Completely agree with you guys. I do my blocks as well under 5 min and I pretty much do everything myself with regards to drawing up local, getting the ultrasound etc.. And I like to do them in the OR so I don't have to deal with the pre op area and double my work. This slows down when teaching residents.

My partner also has all these ideas about standardizing how we do blocks with regard to draping, dosing, the type of needle etc.. I don't want to do this at all as this would just slow me down and wastes money. Heck, I stopped using tegaderm on the probe for single shots. I just make sure where I stick the needle is sterile. He wants do this huge production with drapes all over the place, having nurses at our beck and call to get all the equipment ready and stuff like that. In theory, a good idea but all the nurses are different and this is not realistic. All I need is an ultrasound, gloves, a needle, local, some gel and a choraprep stick and GO. He is overglorifying and overcomplicating this stuff.
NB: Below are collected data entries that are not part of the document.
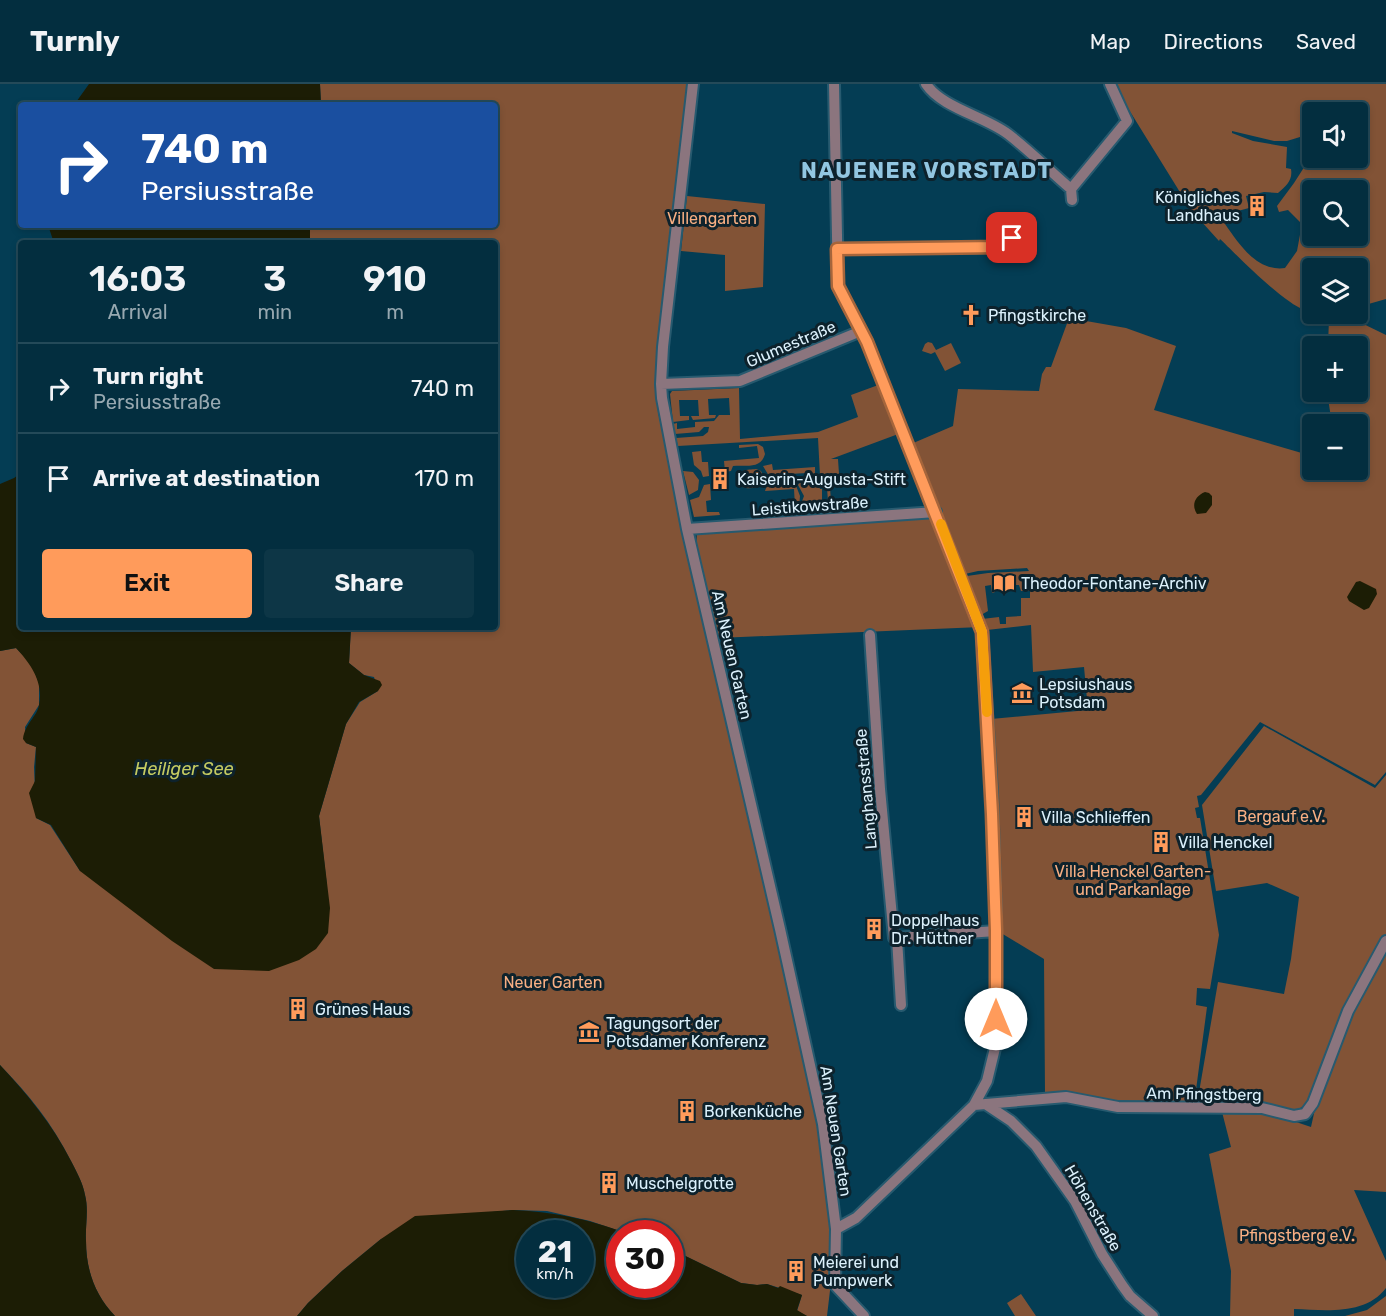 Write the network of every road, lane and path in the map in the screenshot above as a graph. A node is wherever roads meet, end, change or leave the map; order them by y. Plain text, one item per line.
1 (693, 84) edge
2 (834, 84) edge
3 (926, 84) edge
4 (1110, 84) edge
5 (1001, 247) dead end
6 (837, 249) junction
7 (861, 331) junction
8 (661, 384) junction
9 (936, 512) junction
10 (687, 529) junction
11 (870, 635) dead end
12 (996, 931) junction
13 (897, 938) junction
14 (1386, 940) edge
15 (901, 1005) dead end
16 (1018, 1102) junction
17 (974, 1105) junction
18 (987, 1105) junction
19 (1011, 1120) junction
20 (836, 1229) junction
21 (864, 1316) edge
22 (1152, 1316) edge

1 - 8 street, Am Neuen Garten
2 - 6 street
3 - 4 street
5 - 6 street
6 - 7 street
7 - 8 street, Glumestraße
7 - 9 street
8 - 10 street, Am Neuen Garten
9 - 10 street, Leistikowstraße
9 - 12 street
10 - 20 street, Am Neuen Garten
11 - 13 street, Langhansstraße
12 - 13 street
12 - 17 street
13 - 15 street, Langhansstraße
14 - 16 street, Am Pfingstberg
16 - 18 street, Am Pfingstberg
16 - 19 street
17 - 18 street
17 - 20 street
18 - 19 street, Höhenstraße
19 - 22 street, Höhenstraße
20 - 21 street, Am Neuen Garten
Is he draping for single shot blocks too? That seems a little overkill. But whats wrong with the nurses having everything set up and ready to go for you. I literally do my single shots in <1 min.
 
Blade, you are right. Total egomaniac.

It would be great to have our own block nurse.

Yes he is draping for single shots. The problem is that it is hard for me to argue against measures to be more sterile. Other than its a waste of money and time.
 
Blade, you are right. Total egomaniac.

It would be great to have our own block nurse.

Yes he is draping for single shots. The problem is that it is hard for me to argue against measures to be more sterile. Other than its a waste of money and time.


I use a tegaderm over my probe some of the time. It adds about 20 seconds to the procedure and provides "sterility" for a single shot block. More importantly is to use those small gel packs instead of the ketchup U/S bottle whenever you are doing a block where there is small chance of going through the gel.

Contamination of the U/S gel in the large bottles has been reported.
 
If you are talking about patients with broken bones (broken ankle, hip), then I agree with your partner that an early block is actually useful even if surgery isn't for another day. You reduce pain scores (HCAPS, improve pt sleep and satisfaction) and narcotic requirement (reduce side effects). I try to let pts know that the block will be useful to them even if they don't have surgery today, and they are always grateful. Nerve injury risks are over stated.

Many ERs are starting to do femoral nerve blocks or FICBs for acute hip fracture patients, within one hour of hitting the door. Some ER docs are doing them, sometimes it's an anesthesia pain service. Indication is acute pain control and you get paid. For hips I prefer single shot with possible repeat. For ankles I try to give them a sciatic catheter and single shot ACB, in the hopes that they go home after surgery and don't have to be admitted for pain control.